Metadata-Version: 2.4
Name: rx-tool
Version: 2.2.1
Summary: High-performance file search and analysis tool powered by ripgrep
Project-URL: Homepage, https://github.com/wlame/rx-tool
Project-URL: Repository, https://github.com/wlame/rx-tool
Project-URL: Issues, https://github.com/wlame/rx-tool/issues
Project-URL: Changelog, https://github.com/wlame/rx-tool/blob/main/CHANGELOG.md
Author-email: wlame <wlarne@gmail.com>
License: MIT
Keywords: cli,file-search,log-analysis,pattern-matching,regex,ripgrep,search,tool
Classifier: Development Status :: 4 - Beta
Classifier: Environment :: Console
Classifier: Intended Audience :: Developers
Classifier: Intended Audience :: System Administrators
Classifier: License :: OSI Approved :: MIT License
Classifier: Programming Language :: Python :: 3
Classifier: Programming Language :: Python :: 3.13
Classifier: Topic :: Text Processing
Classifier: Topic :: Utilities
Requires-Python: >=3.13
Requires-Dist: click>=8.1.0
Requires-Dist: drain3>=0.9.11
Requires-Dist: fastapi>=0.118.0
Requires-Dist: httpx>=0.28.1
Requires-Dist: prometheus-client>=0.21.0
Requires-Dist: psutil>=7.1.2
Requires-Dist: pytest>=8.4.2
Requires-Dist: sh>=2.2.2
Requires-Dist: uvicorn>=0.37.0
Requires-Dist: zstandard>=0.23.0
Description-Content-Type: text/markdown

# RX (Regex Tracer)

A high-performance tool for searching and analyzing large files, powered by ripgrep.

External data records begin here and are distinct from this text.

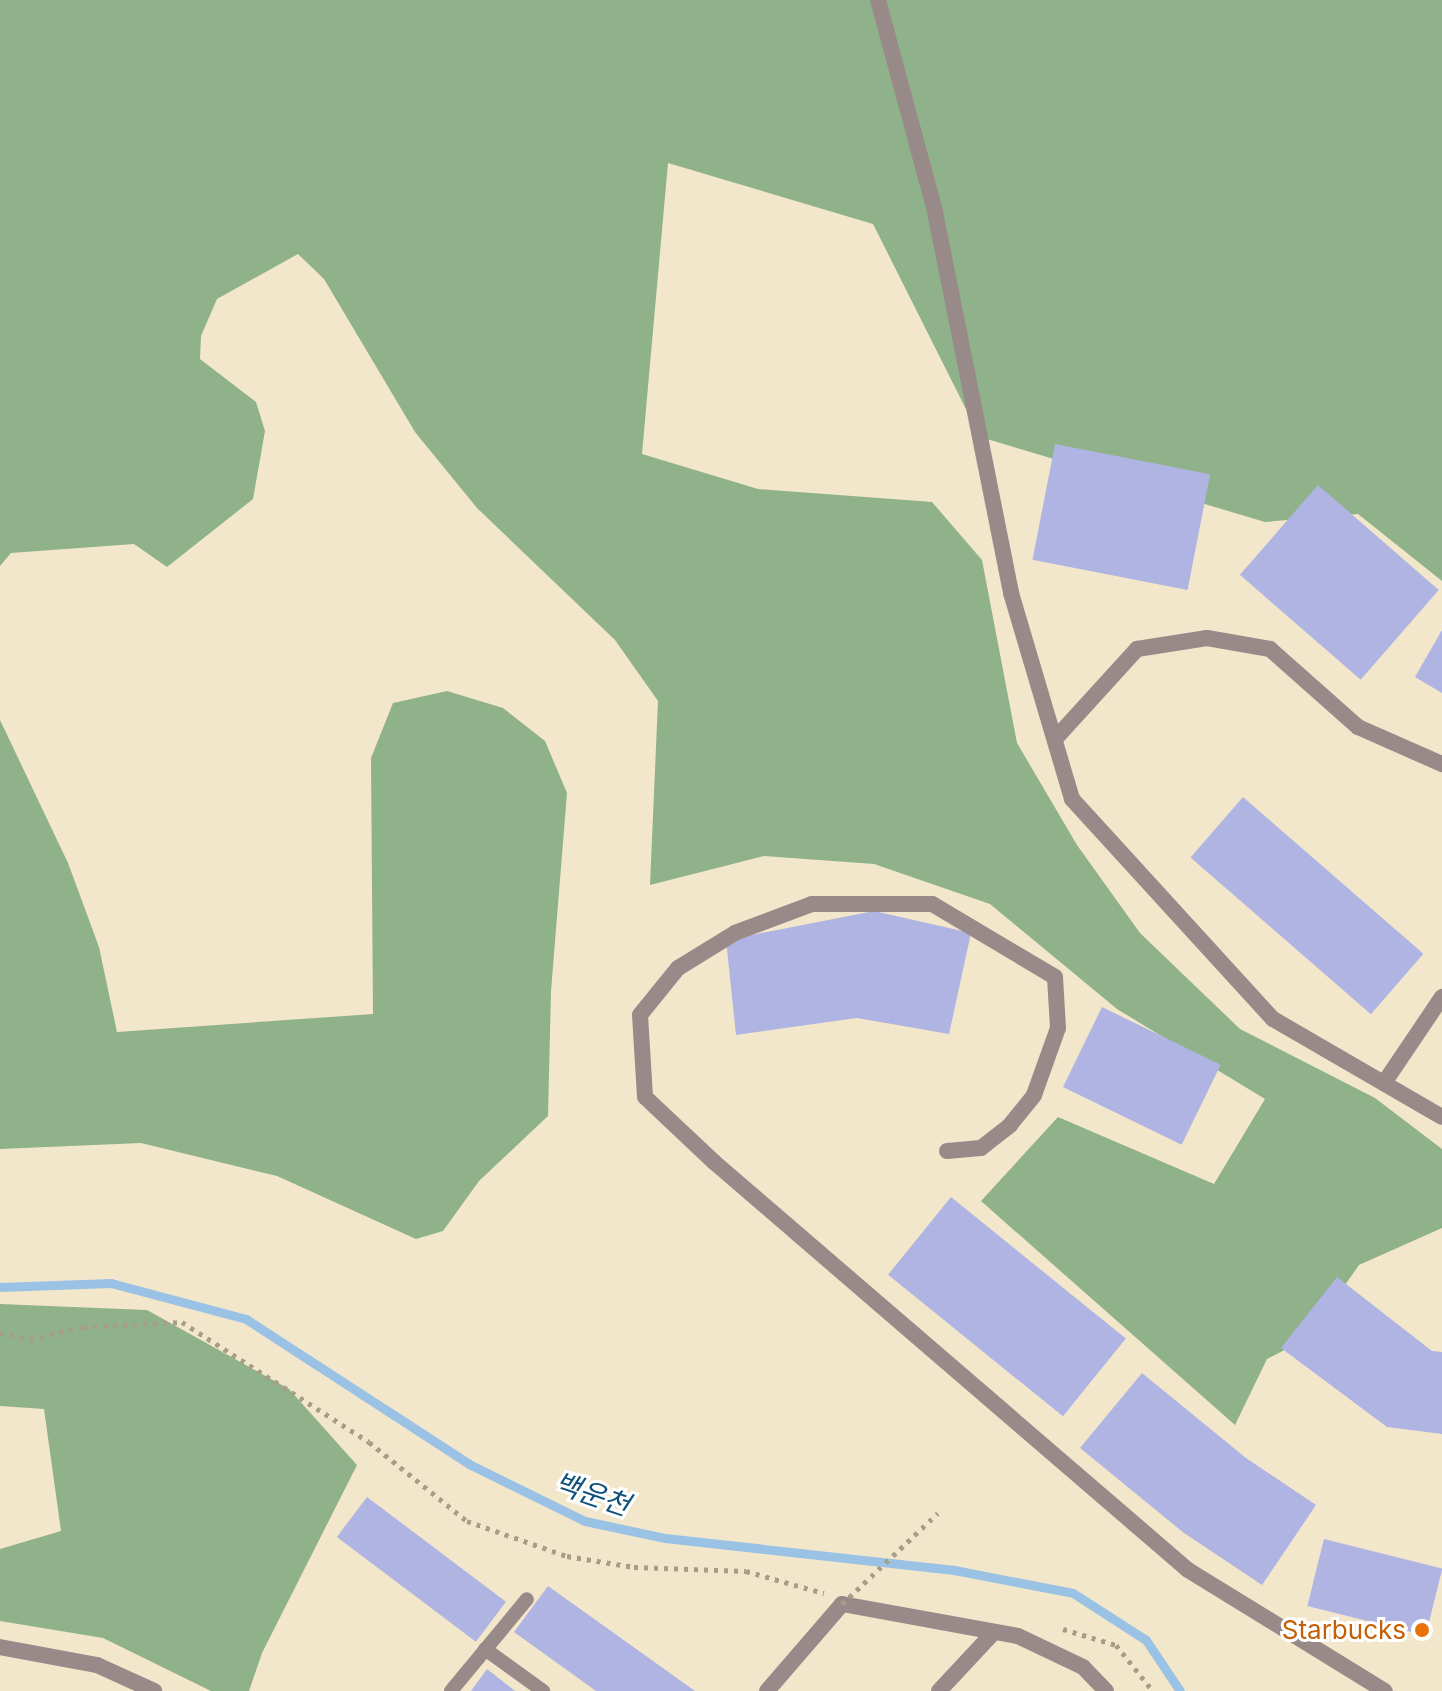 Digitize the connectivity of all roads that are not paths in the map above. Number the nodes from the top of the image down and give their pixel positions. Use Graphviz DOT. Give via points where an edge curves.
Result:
graph roads {
  1 [pos="878,0"];
  2 [pos="1055,739"];
  3 [pos="1442,764"];
  4 [pos="1442,997"];
  5 [pos="1384,1083"];
  6 [pos="1442,1117"];
  7 [pos="947,1151"];
  8 [pos="527,1599"];
  9 [pos="993,1633"];
  10 [pos="0,1647"];
  11 [pos="485,1649"];
  12 [pos="154,1691"];
  13 [pos="451,1691"];
  14 [pos="543,1691"];
  15 [pos="767,1691"];
  16 [pos="939,1691"];
  17 [pos="1106,1691"];
  18 [pos="1385,1691"];
  1 -- 2 [label="street" via="934,207 1011,593"];
  2 -- 3 [label="street" via="1137,649 1207,638 1270,649 1358,727"];
  2 -- 5 [label="street" via="1072,799 1273,1019"];
  4 -- 5 [label="street"];
  5 -- 6 [label="street"];
  7 -- 18 [label="street" via="981,1148 1010,1125 1034,1095 1058,1028 1057,1002 1055,977 932,904 812,904 735,933 678,968 640,1015 645,1097 714,1162 1188,1570"];
  8 -- 11 [label="lane"];
  9 -- 15 [label="street" via="841,1598"];
  9 -- 16 [label="street"];
  9 -- 17 [label="street" via="1018,1636 1083,1667"];
  10 -- 12 [label="street" via="97,1665"];
  11 -- 13 [label="lane"];
  11 -- 14 [label="lane"];
} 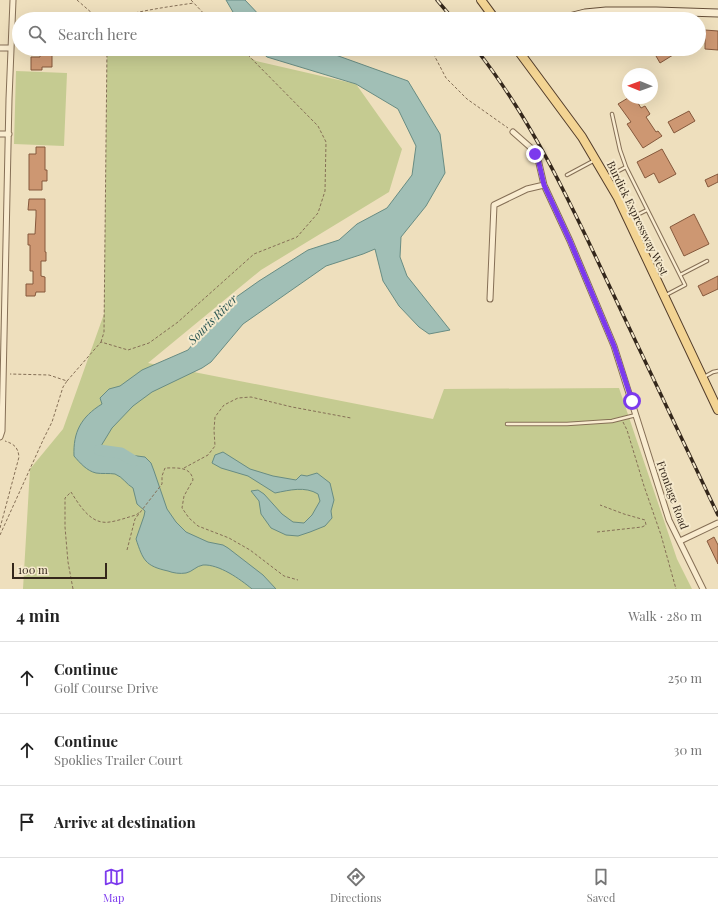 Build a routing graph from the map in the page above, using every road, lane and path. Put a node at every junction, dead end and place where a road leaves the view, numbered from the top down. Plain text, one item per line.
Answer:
1 (13, 0) edge
2 (77, 0) edge
3 (191, 0) edge
4 (481, 0) edge
5 (194, 3) junction
6 (13, 12) edge
7 (91, 12) edge
8 (140, 12) edge
9 (202, 12) edge
10 (490, 12) edge
11 (596, 12) edge
12 (687, 12) edge
13 (706, 13) edge
14 (718, 13) edge
15 (0, 48) edge
16 (12, 48) joint
17 (107, 56) edge
18 (249, 56) edge
19 (435, 56) edge
20 (522, 56) edge
21 (612, 114) dead end
22 (513, 132) joint
23 (0, 134) edge
24 (9, 134) junction
25 (596, 159) junction
26 (626, 167) junction
27 (567, 175) dead end
28 (606, 177) junction
29 (544, 185) junction
30 (647, 210) junction
31 (628, 219) junction
32 (707, 262) dead end
33 (680, 275) junction
34 (664, 296) junction
35 (490, 299) dead end
36 (2, 338) edge
37 (101, 342) junction
38 (718, 372) edge
39 (3, 374) junction
40 (702, 377) junction
41 (67, 381) junction
42 (718, 410) edge
43 (636, 415) junction
44 (351, 418) dead end
45 (621, 418) junction
46 (507, 424) dead end
47 (1, 431) edge
48 (0, 437) edge
49 (0, 440) edge
50 (184, 468) junction
51 (600, 505) dead end
52 (142, 510) junction
53 (718, 523) edge
54 (0, 528) edge
55 (597, 532) dead end
56 (0, 535) edge
57 (680, 541) junction
58 (127, 550) dead end
59 (298, 580) dead end
60 (73, 589) edge
61 (676, 589) edge
62 (703, 589) edge

1 - 6 street
2 - 7 path
3 - 5 path
4 - 10 main road
5 - 8 path
5 - 9 path
11 - 12 street
13 - 14 street
15 - 16 street
16 - 24 street
17 - 37 path
18 - 37 path
19 - 22 path
20 - 25 main road, Burdick Expressway West
21 - 26 lane
22 - 29 street, Frontage Road
23 - 24 street
24 - 36 street
25 - 27 lane
25 - 28 main road, Burdick Expressway West
26 - 28 lane
26 - 30 lane
28 - 31 main road, Burdick Expressway West
29 - 35 street
29 - 43 street, Frontage Road
30 - 31 lane
30 - 33 lane
31 - 34 main road, Burdick Expressway West
32 - 33 lane
33 - 34 lane
34 - 40 main road, Burdick Expressway West
36 - 39 street
37 - 41 path
38 - 40 lane
39 - 41 path
39 - 47 street
40 - 42 main road, Burdick Expressway West
41 - 56 path
43 - 45 lane
43 - 57 street, Frontage Road
44 - 50 path
45 - 46 lane
45 - 61 path
47 - 48 street
49 - 54 path
50 - 52 path
50 - 59 path
51 - 55 path
52 - 58 path
52 - 60 path
53 - 57 street
57 - 62 street, Frontage Road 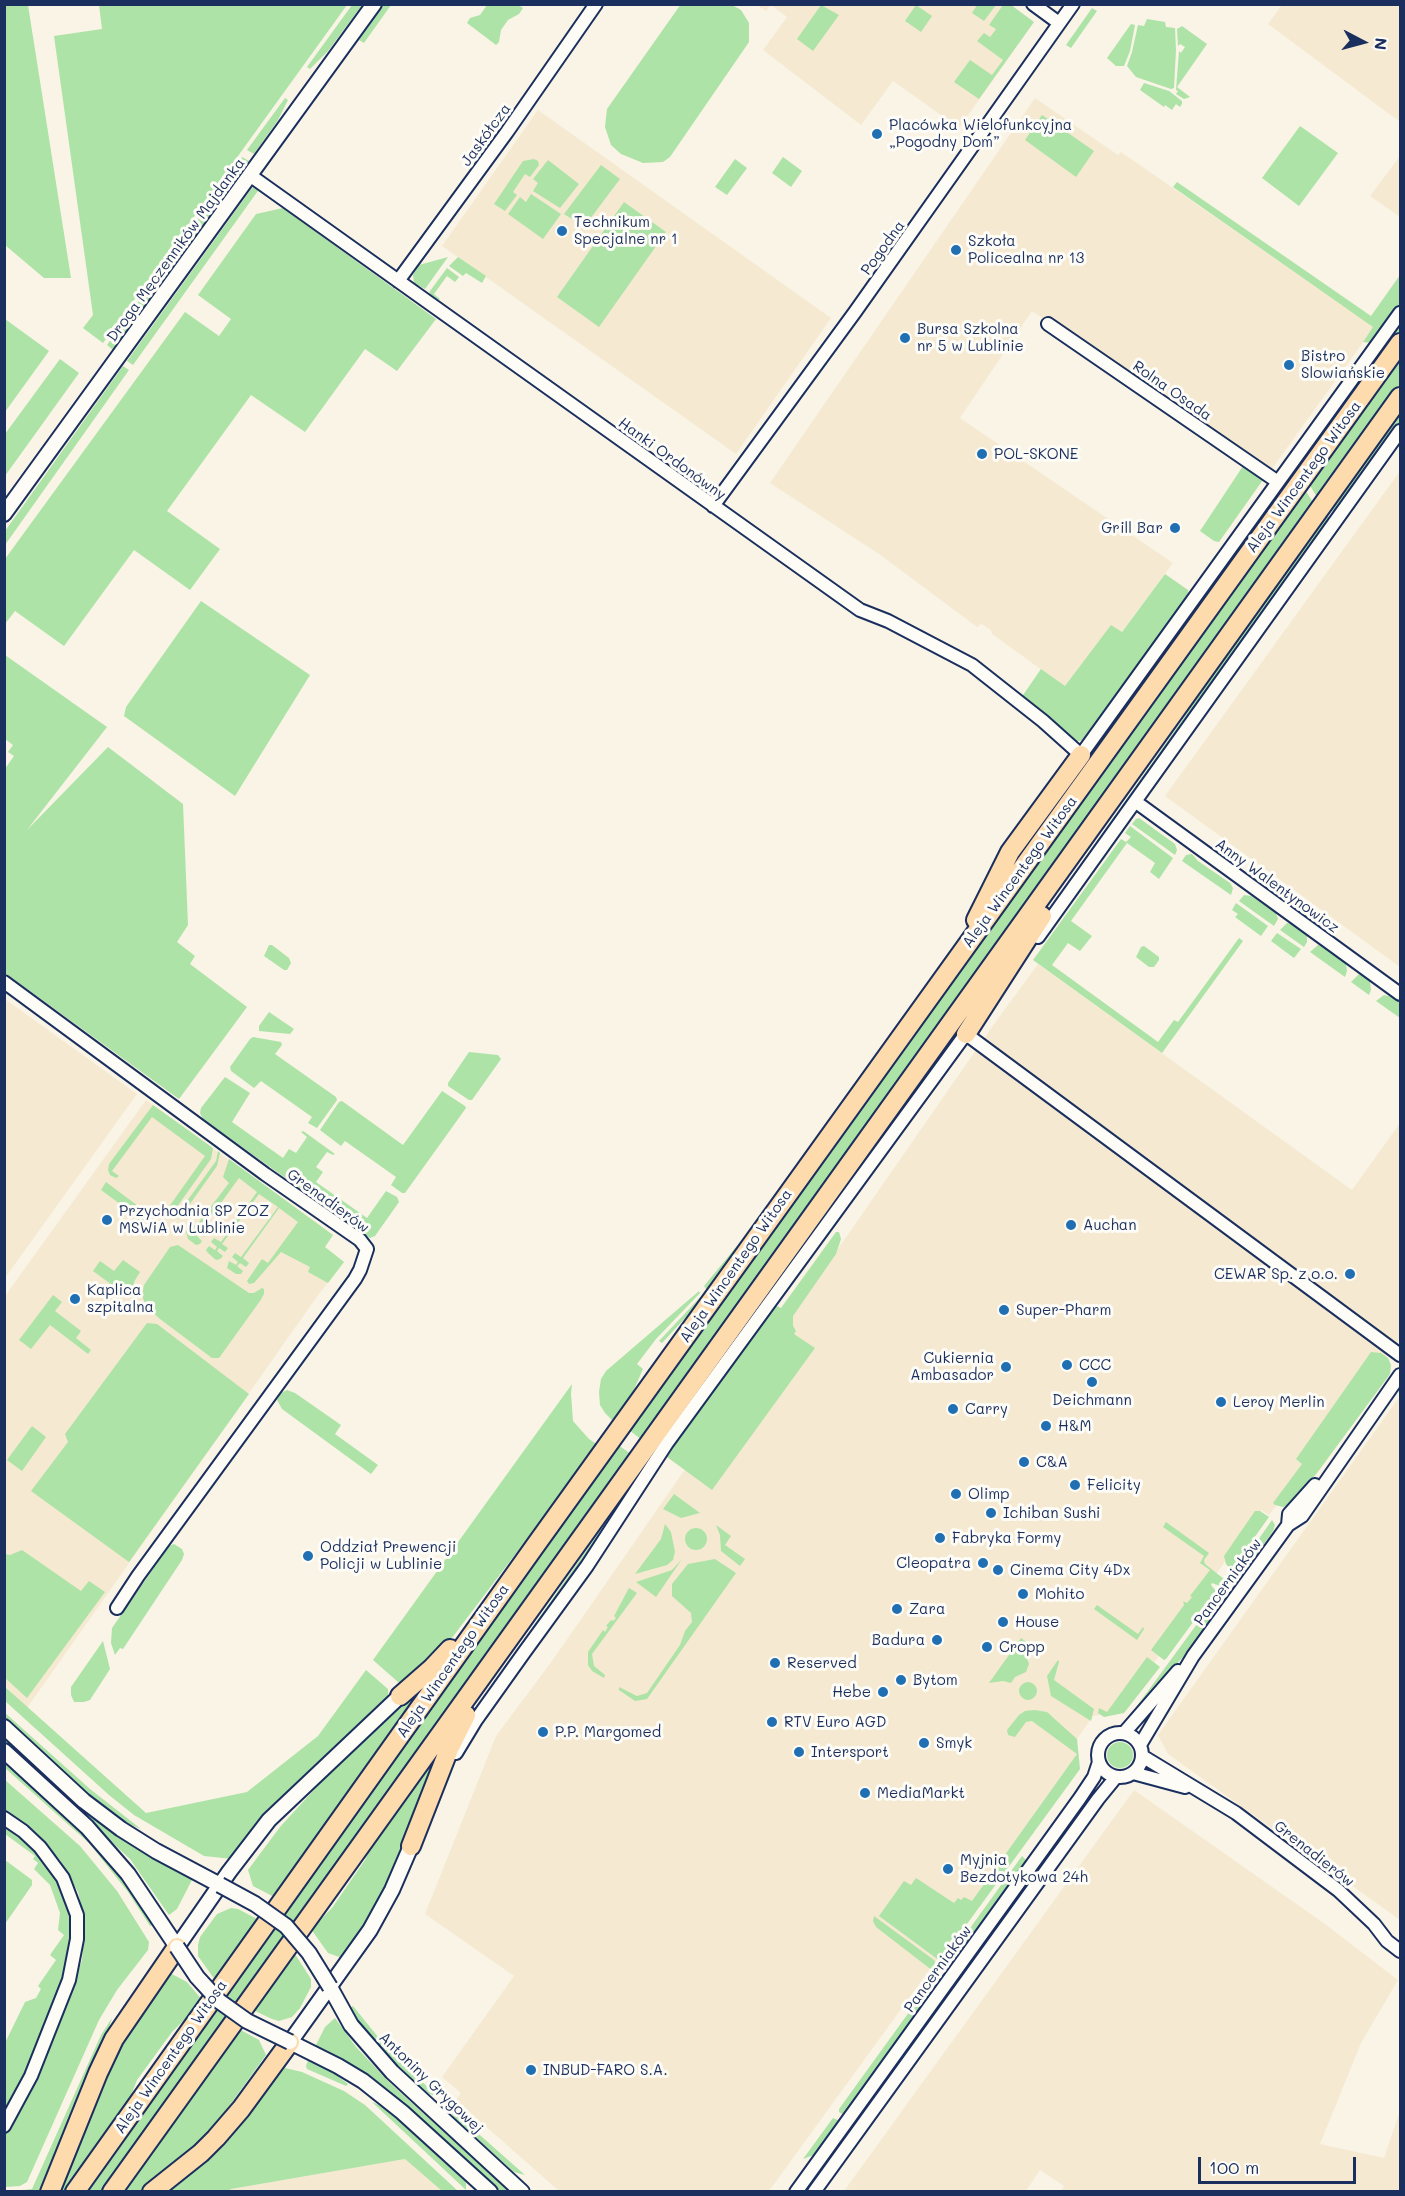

## Designed for large files.
RX is optimized for processing multi-GB files efficiently through parallel chunking and streaming.
If you need to process many files repeatedly, use the API server (`rx serve`) instead of running CLI commands in a loop. The server mode avoids Python startup overhead on each invocation.

## Key Features

- **Byte-Offset Based**: Returns precise byte offsets for efficient large file processing (line-based indexing available)
- **Parallel Processing**: Automatic chunking and parallel execution for large files
- **Samples output**: Can show arbitrary parts of text files with context when you found interested offsets
- **REST API Server**: All CLI features available via async HTTP API
- **File Analysis**: Extract metadata, statistics, and metrics from files (including compressed files)
- **Regex Complexity Analysis**: Detect ReDoS vulnerabilities before production use
- **Compressed File Support**: Analyze and search gzip, zstd, xz, bzip2 files transparently
- **Seekable Zstd**: Fast random access to seekable zstd compressed files with automatic indexing
- **Analysis Caching**: Cache file analysis results for instant repeated access
- **Background Tasks**: Background compression and indexing with progress tracking
- **Security Sandbox**: Restrict file access to specific directories in server mode

## Prerequisites

**ripgrep must be installed:**

- **macOS**: `brew install ripgrep`
- **Ubuntu/Debian**: `apt install ripgrep`
- **Windows**: `choco install ripgrep`

## Installation

### Option 1: Install from PyPI (Recommended)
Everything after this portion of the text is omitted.